* _INSTRUCTIONS FOR THE TASK_:
Pick out each line below containing "other".

(Stored data entries)
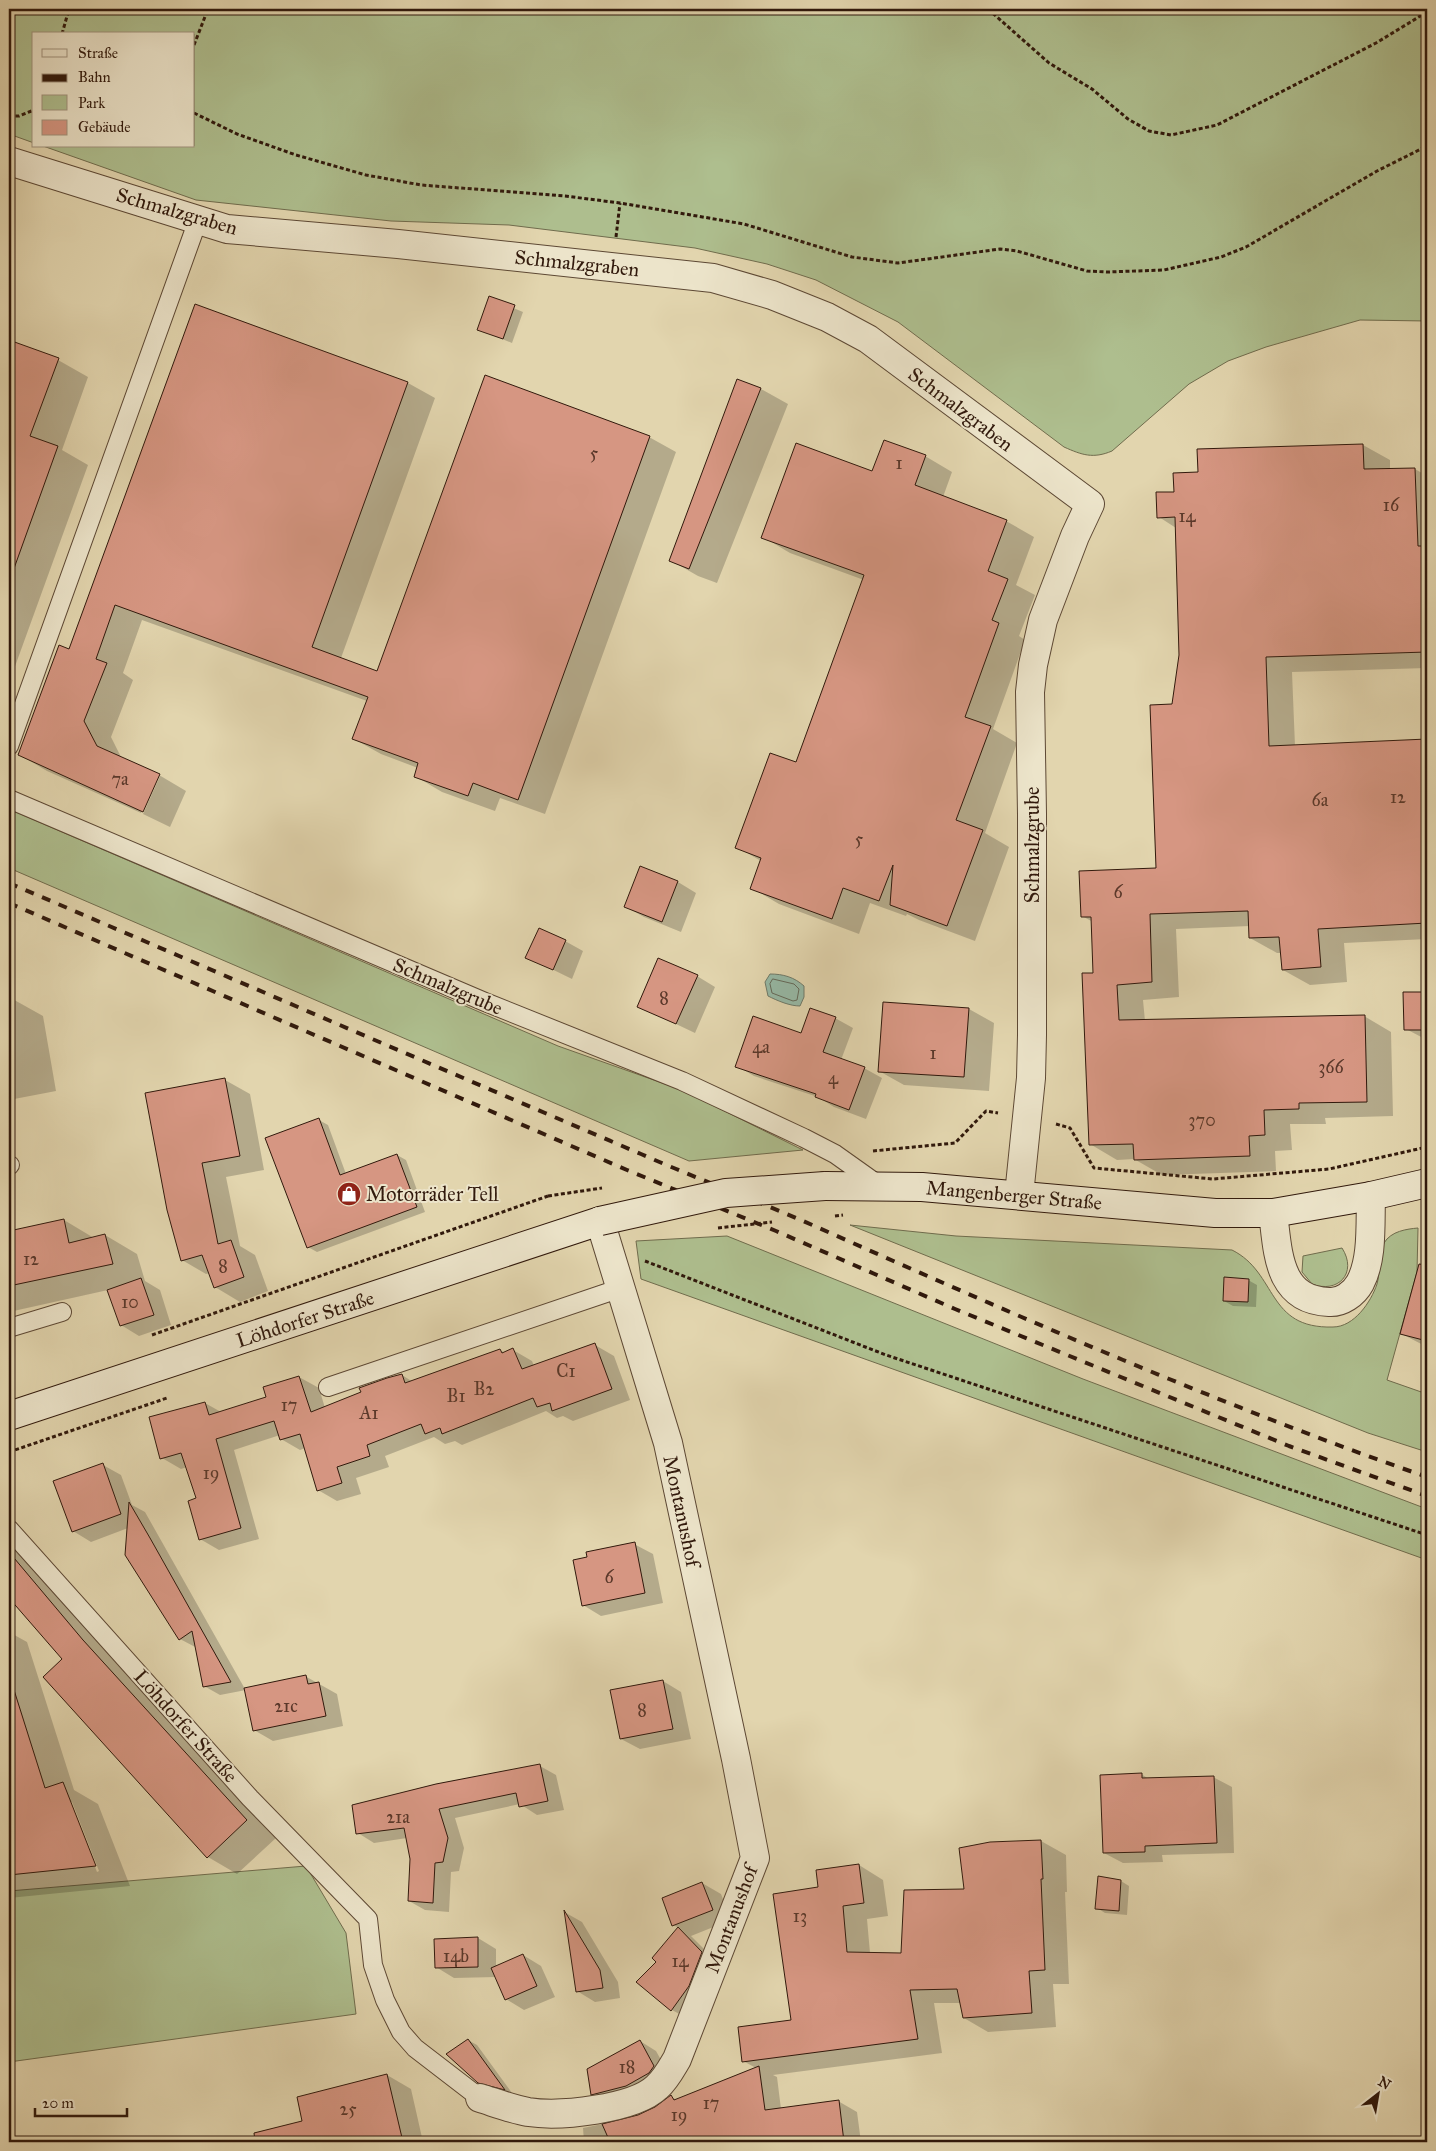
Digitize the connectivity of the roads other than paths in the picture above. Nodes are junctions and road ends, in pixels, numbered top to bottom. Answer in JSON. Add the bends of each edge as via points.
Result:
{"nodes":[{"id":1,"x":9,"y":161,"type":"edge"},
{"id":2,"x":198,"y":220,"type":"junction"},
{"id":3,"x":1090,"y":504,"type":"joint"},
{"id":4,"x":9,"y":746,"type":"edge"},
{"id":5,"x":9,"y":799,"type":"edge"},
{"id":6,"x":1427,"y":1183,"type":"edge"},
{"id":7,"x":880,"y":1186,"type":"junction"},
{"id":8,"x":1019,"y":1195,"type":"junction"},
{"id":9,"x":1371,"y":1196,"type":"junction"},
{"id":10,"x":1273,"y":1212,"type":"junction"},
{"id":11,"x":600,"y":1221,"type":"junction"},
{"id":12,"x":621,"y":1288,"type":"junction"},
{"id":13,"x":62,"y":1312,"type":"dead end"},
{"id":14,"x":9,"y":1328,"type":"edge"},
{"id":15,"x":328,"y":1387,"type":"dead end"},
{"id":16,"x":9,"y":1416,"type":"edge"},
{"id":17,"x":9,"y":1529,"type":"edge"},
{"id":18,"x":368,"y":1919,"type":"joint"},
{"id":19,"x":480,"y":2098,"type":"joint"}],
"edges":[{"from":1,"to":2,"type":"street","name":"Schmalzgraben"},
{"from":2,"to":3,"type":"street","name":"Schmalzgraben","via":[[226,229],[713,278],[772,295],[827,317],[868,339]]},
{"from":2,"to":4,"type":"lane"},
{"from":3,"to":8,"type":"street","name":"Schmalzgrube","via":[[1043,620],[1030,692],[1032,1035]]},
{"from":5,"to":7,"type":"lane","name":"Schmalzgrube","via":[[476,998],[682,1081],[835,1154]]},
{"from":6,"to":9,"type":"street","name":"Mangenberger Straße"},
{"from":7,"to":8,"type":"street","name":"Mangenberger Straße"},
{"from":7,"to":11,"type":"street","name":"Mangenberger Straße","bridge":true,"via":[[726,1193]]},
{"from":8,"to":10,"type":"street","name":"Mangenberger Straße","via":[[1215,1213]]},
{"from":9,"to":10,"type":"street","name":"Mangenberger Straße"},
{"from":9,"to":10,"type":"street","via":[[1366,1266],[1360,1282],[1350,1294],[1334,1303],[1305,1297],[1291,1285],[1280,1268]]},
{"from":11,"to":12,"type":"street","name":"Montanushof"},
{"from":11,"to":16,"type":"street","name":"Löhdorfer Straße"},
{"from":12,"to":15,"type":"lane"},
{"from":12,"to":19,"type":"street","name":"Montanushof","via":[[668,1443],[755,1858],[677,2059],[656,2088],[635,2101],[594,2110],[530,2112]]},
{"from":13,"to":14,"type":"lane"},
{"from":17,"to":18,"type":"lane","name":"Löhdorfer Straße","via":[[250,1798]]},
{"from":18,"to":19,"type":"lane","name":"Montanushof","via":[[373,1965],[384,2000],[401,2032],[415,2048]]}]}
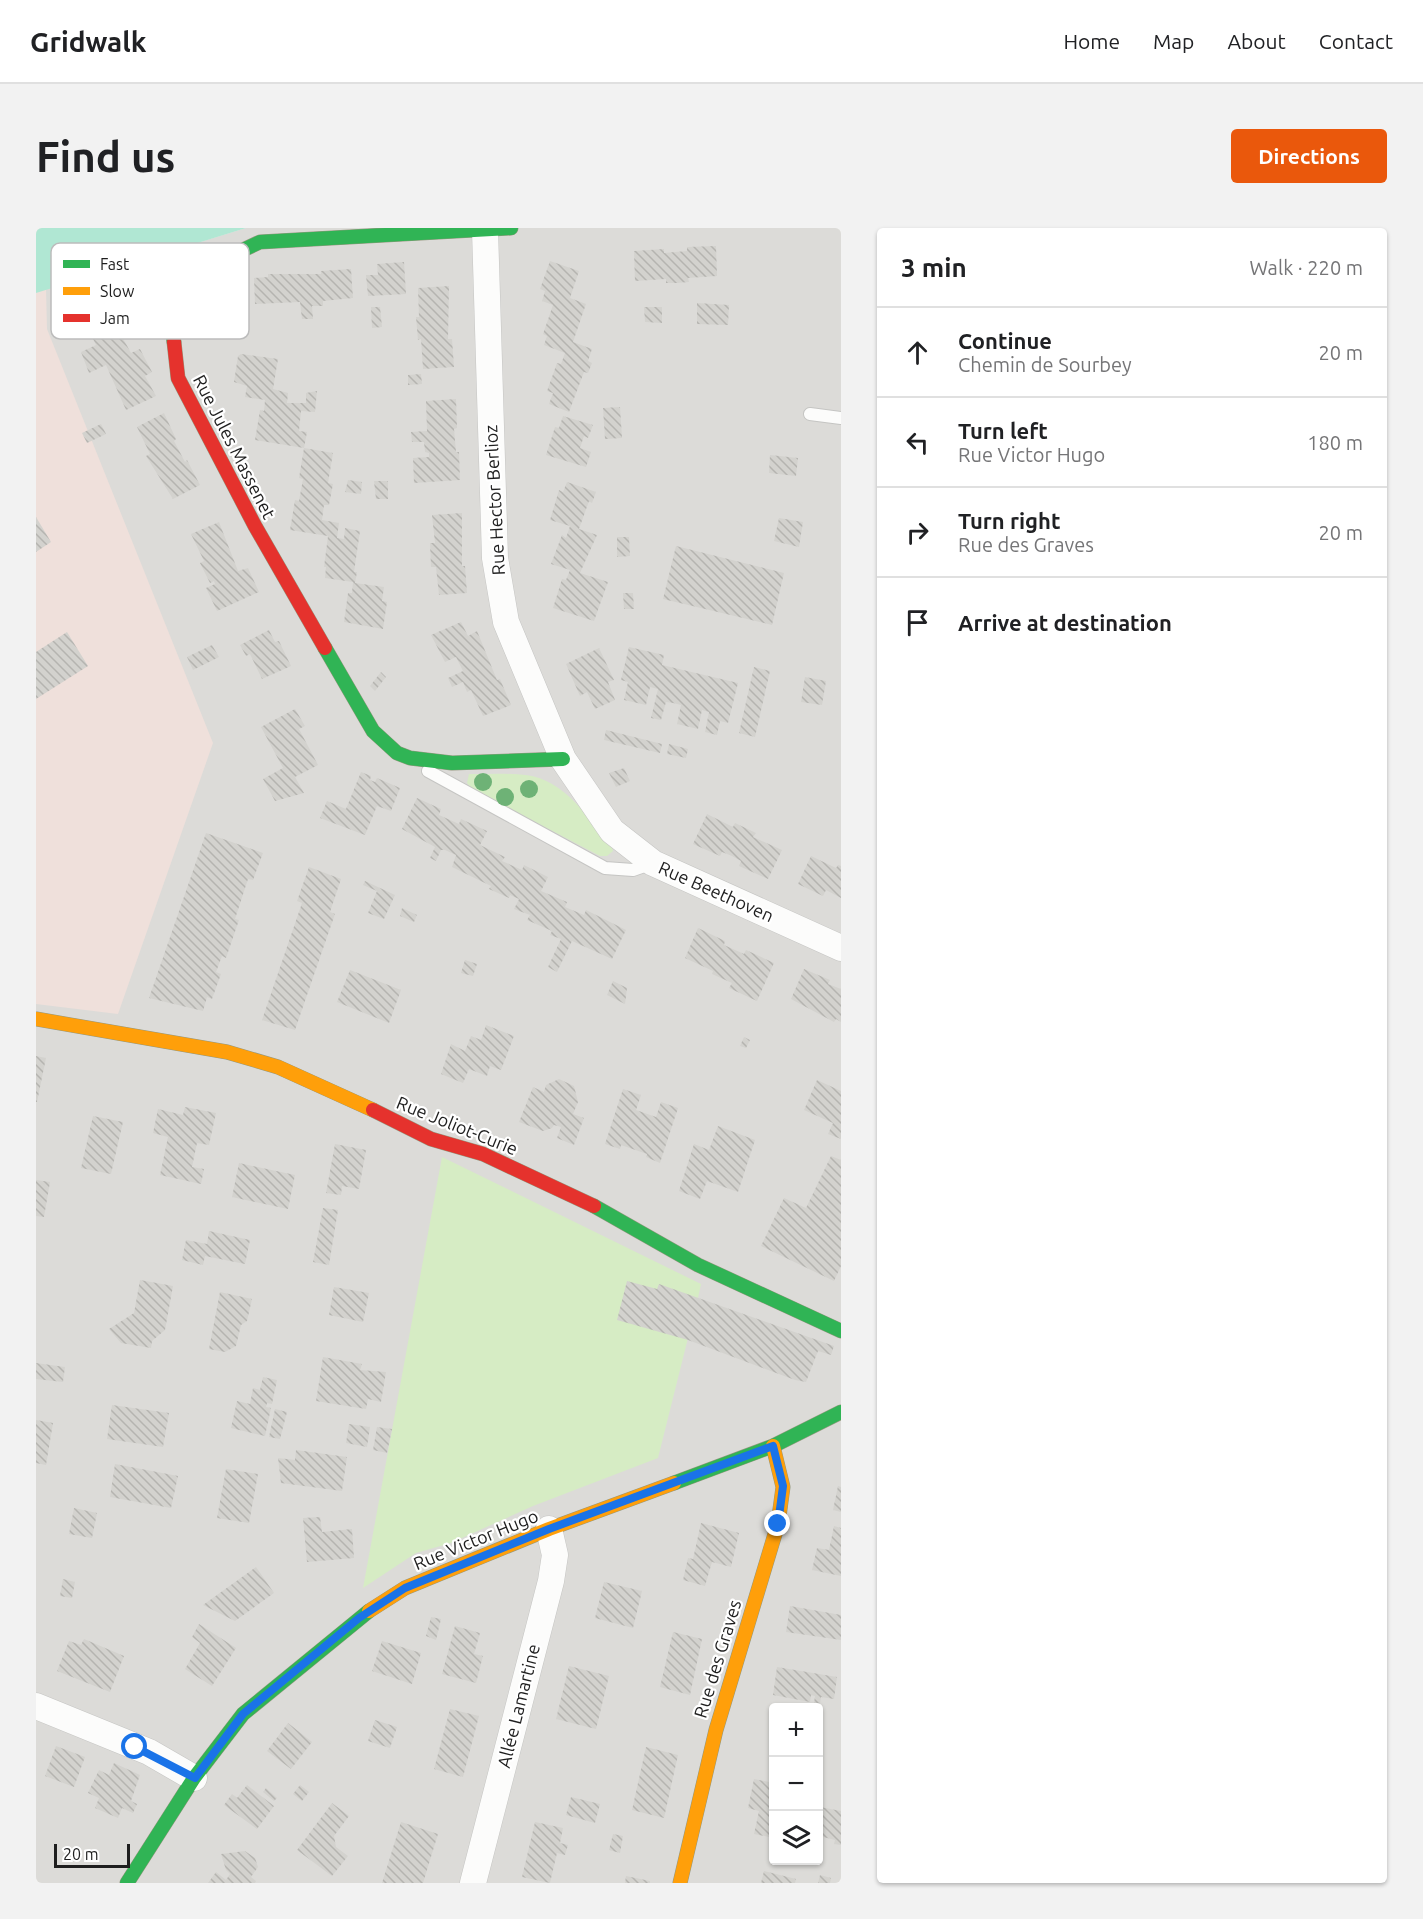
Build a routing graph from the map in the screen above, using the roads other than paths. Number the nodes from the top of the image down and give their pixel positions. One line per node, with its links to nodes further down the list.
1 (511, 228): 2 (street, Rue Jules Massenet)
2 (485, 230): 3 (street, Rue Jules Massenet); 7 (street, Rue Hector Berlioz)
3 (249, 247)
4 (173, 339): 8 (street, Rue Jules Massenet)
5 (810, 414): 6 (lane)
6 (841, 418)
7 (563, 759): 8 (street, Rue Jules Massenet); 9 (street, Rue Beethoven)
8 (420, 760): 9 (lane)
9 (652, 863): 10 (street, Rue Beethoven)
10 (841, 948)
11 (36, 1019): 12 (street, Rue Joliot-Curie)
12 (841, 1332)
13 (841, 1412): 14 (street, Rue Victor Hugo)
14 (773, 1446): 15 (street, Rue Victor Hugo); 20 (street, Rue des Graves)
15 (549, 1529): 17 (street, Rue Victor Hugo); 19 (street, Allée Lamartine)
16 (36, 1706): 17 (street)
17 (195, 1778): 18 (street, Rue Victor Hugo)
18 (127, 1883)
19 (474, 1883)
20 (680, 1883)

* _EXPECTED ANSWER_:
Digitize the connectivity of the roads other than paths in the picture above. Nodes are junctions and road ends, in pixels, numbered top to bottom. Answer in JSON. Add the bends of each edge as via points.
Build a routing graph from the map in the screen above, using the roads other than paths. Number the nodes from the top of the image down and give their pixel positions. One line per node, with its links to nodes further down the list.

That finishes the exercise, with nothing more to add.